• [INSTRUCTIONS FOR THE TASK]:
Scan the records below for the string "pinky" and return every line where it appears.
+++ RECORDS SUPPLIED +++
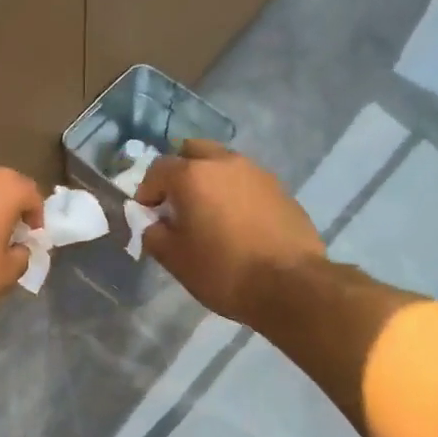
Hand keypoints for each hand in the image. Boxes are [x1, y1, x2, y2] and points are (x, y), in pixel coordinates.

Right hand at [137, 141, 325, 323]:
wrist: (291, 285)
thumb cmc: (223, 270)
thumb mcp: (174, 259)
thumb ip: (153, 234)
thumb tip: (153, 224)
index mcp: (193, 175)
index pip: (158, 169)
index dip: (147, 191)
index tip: (147, 215)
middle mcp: (225, 163)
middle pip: (193, 152)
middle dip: (179, 172)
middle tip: (177, 203)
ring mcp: (257, 173)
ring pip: (223, 164)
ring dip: (209, 180)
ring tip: (209, 214)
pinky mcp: (280, 189)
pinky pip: (247, 182)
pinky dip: (234, 193)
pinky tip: (237, 223)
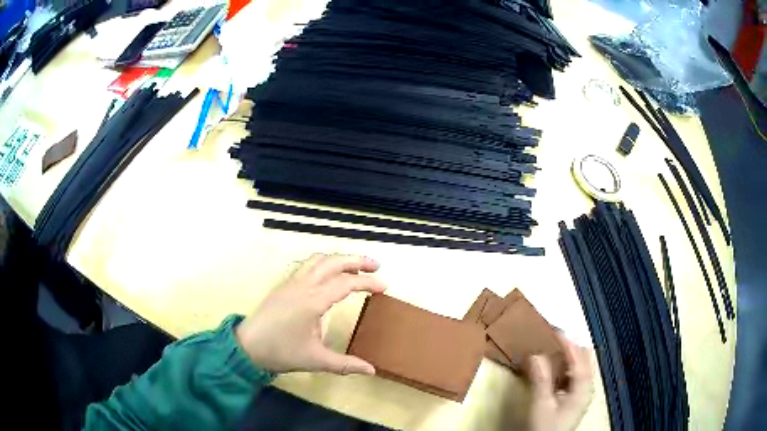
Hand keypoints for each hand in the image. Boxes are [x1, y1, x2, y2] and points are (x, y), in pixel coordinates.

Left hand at [235, 253, 386, 374]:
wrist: (247, 345)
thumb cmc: (281, 352)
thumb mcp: (315, 360)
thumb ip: (345, 364)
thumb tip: (371, 370)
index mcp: (313, 301)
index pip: (346, 283)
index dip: (368, 282)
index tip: (385, 286)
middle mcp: (303, 285)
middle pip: (333, 262)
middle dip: (357, 260)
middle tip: (376, 266)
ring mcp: (291, 282)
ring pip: (318, 259)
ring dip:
+++
• [RESULT]:
pinky mcp: (280, 189)
pinky pip: (247, 182)
pinky dip: (234, 193)
pinky tip: (237, 223)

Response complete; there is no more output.